His heart is filled with inner peace
And from his sadness, sweet release
For he's connected to this flock
No need for useless, empty talk
That never heals a broken heart
When those we love must e're depart....

"They're only pigeons!", you might say
And really, that is quite okay
But just before you close the door
And think upon it never more
Recall this sad, old, lonely man
And wear his shoes, if you but can!
Then you will see these precious ones
Who have, since dawning of the sun,
Brought special joy and fill a need
By eager tossing of the seed!

So, as he rises now to leave
A white dove lands upon his sleeve
The tears come streaming down his cheek
It moves him so, he cannot speak
And as he looks her in the eye
Beneath is breath,
He says....."good-bye...."
He watches as she takes to flight
And knows that things will be alright....


(_


----------



## plamenh (Aug 11, 2006)

Great and touching poem Lindylou!
In many cultures dove is the symbol of purity, peace, love and human SOUL which you managed to paint in my mind with your words.
I’m not making any statement, but how many time in this forum someone who lost member of the family soon finds pigeon or dove?

P.S. Please remember what I did asked you some time ago!


----------



## maryjane (Jul 15, 2006)

Thank you for sharing that, it's beautiful.


----------



## Flying Jay (Jul 6, 2009)

this is a very very very beautiful poem.
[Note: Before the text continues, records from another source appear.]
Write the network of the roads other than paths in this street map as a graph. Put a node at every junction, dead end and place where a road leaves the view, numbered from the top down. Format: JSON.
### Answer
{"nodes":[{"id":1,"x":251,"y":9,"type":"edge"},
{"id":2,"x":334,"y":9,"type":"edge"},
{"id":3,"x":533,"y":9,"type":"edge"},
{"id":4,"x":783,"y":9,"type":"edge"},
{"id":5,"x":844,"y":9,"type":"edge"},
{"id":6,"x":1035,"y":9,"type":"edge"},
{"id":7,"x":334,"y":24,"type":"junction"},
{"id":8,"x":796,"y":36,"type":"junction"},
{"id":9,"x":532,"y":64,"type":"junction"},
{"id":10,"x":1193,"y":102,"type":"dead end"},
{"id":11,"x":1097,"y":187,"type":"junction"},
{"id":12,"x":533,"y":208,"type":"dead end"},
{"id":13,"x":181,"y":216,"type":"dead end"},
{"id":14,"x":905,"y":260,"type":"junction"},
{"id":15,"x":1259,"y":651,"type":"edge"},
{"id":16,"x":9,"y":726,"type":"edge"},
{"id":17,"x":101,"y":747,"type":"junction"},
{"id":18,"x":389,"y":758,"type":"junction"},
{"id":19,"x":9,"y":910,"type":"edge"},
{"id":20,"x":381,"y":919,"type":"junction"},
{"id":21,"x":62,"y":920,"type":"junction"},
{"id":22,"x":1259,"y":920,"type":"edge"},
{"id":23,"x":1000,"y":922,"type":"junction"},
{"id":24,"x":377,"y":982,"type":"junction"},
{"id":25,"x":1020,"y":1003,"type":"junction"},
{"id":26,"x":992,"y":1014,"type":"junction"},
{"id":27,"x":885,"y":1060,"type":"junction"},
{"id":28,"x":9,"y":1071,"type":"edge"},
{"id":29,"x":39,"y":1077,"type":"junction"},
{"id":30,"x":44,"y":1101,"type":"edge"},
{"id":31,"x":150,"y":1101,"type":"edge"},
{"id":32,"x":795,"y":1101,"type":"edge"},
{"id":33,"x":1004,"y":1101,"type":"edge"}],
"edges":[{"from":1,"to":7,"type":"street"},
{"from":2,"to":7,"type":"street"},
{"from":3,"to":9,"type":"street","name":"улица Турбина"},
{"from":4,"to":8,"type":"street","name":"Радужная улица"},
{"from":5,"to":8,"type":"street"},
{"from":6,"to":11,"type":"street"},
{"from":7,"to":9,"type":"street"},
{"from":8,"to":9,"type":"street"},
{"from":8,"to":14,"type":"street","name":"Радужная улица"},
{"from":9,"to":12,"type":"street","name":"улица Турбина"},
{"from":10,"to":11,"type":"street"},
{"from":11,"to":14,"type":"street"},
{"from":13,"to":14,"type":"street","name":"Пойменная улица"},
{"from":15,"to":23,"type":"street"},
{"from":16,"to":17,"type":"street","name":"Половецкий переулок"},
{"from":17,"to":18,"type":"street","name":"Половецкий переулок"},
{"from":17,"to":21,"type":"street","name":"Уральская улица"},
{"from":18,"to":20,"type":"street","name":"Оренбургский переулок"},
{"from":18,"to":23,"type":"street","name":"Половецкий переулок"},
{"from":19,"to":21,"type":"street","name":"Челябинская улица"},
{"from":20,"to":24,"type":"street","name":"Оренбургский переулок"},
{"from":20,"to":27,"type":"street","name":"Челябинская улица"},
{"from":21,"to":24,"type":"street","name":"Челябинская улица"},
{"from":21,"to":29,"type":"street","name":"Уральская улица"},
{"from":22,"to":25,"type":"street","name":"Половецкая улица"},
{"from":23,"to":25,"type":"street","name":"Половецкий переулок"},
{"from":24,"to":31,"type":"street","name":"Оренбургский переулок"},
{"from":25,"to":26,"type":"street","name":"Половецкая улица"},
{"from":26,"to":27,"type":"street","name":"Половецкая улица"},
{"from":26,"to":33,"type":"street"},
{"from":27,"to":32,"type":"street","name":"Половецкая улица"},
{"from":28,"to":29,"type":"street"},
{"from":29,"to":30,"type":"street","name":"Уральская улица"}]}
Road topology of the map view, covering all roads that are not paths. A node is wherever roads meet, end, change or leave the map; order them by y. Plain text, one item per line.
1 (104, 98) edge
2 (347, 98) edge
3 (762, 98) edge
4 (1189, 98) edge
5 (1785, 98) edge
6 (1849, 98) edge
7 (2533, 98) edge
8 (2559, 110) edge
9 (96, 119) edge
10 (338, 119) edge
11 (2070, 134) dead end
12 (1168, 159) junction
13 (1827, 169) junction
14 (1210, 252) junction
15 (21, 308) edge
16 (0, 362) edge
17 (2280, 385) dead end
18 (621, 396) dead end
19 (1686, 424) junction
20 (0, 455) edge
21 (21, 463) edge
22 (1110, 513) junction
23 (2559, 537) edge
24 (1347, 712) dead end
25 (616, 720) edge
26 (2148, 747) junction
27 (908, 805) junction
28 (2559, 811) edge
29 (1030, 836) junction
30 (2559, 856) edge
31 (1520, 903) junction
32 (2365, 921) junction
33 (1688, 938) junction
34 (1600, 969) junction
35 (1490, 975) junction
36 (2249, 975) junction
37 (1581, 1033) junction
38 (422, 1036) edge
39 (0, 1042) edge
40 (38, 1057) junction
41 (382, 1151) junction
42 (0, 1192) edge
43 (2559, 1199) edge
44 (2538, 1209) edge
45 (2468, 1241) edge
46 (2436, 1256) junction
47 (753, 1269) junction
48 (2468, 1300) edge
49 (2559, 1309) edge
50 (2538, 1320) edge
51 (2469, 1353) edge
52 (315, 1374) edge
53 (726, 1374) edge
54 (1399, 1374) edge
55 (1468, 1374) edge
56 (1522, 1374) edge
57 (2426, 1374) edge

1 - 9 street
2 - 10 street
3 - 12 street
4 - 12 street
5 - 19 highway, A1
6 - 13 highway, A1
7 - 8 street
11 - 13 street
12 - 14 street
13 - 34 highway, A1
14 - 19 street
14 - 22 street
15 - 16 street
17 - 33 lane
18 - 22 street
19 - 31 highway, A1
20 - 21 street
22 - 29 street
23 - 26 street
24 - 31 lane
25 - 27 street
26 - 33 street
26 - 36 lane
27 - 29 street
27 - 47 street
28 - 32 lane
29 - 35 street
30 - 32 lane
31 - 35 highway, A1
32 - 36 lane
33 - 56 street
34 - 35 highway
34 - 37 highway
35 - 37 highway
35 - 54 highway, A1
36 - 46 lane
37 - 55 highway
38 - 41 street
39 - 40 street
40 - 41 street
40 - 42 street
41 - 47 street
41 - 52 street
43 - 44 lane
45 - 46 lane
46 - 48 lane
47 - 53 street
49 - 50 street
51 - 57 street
Lord willing one day I will be the old manin the poem feeding the brids. God bless.


----------



## Glyn (Jun 29, 2009)

MINT that was a good poem last bit was good , but your sentainces dont add up on some , just change the word thats not gone wright everything will be alrigh


----------



## birds+me=happy (May 21, 2009)

What a great poem.


----------



## pigeonmama (Jan 9, 2005)

I love it, just the way it is, but don't think I could read it too often, just made me feel so sad.
Daryl


----------



## lwerden (May 31, 2008)

I loved this poem. I can totally relate. I've lost two family members recently and my house birds and my feral flock are a healing joy now in my life.

Thank you so much for sharing this poem.


----------



## george simon (Feb 28, 2006)

*Hi LINDYLOU,Thank you for this sweet poem you don't know how much it means to me* GEORGE


----------



## george simon (Feb 28, 2006)

*For those that missed this poem,when it was first posted here it is again* GEORGE


----------



## TerriB (Nov 16, 2003)

Simply beautiful!!! Thanks for sharing!


----------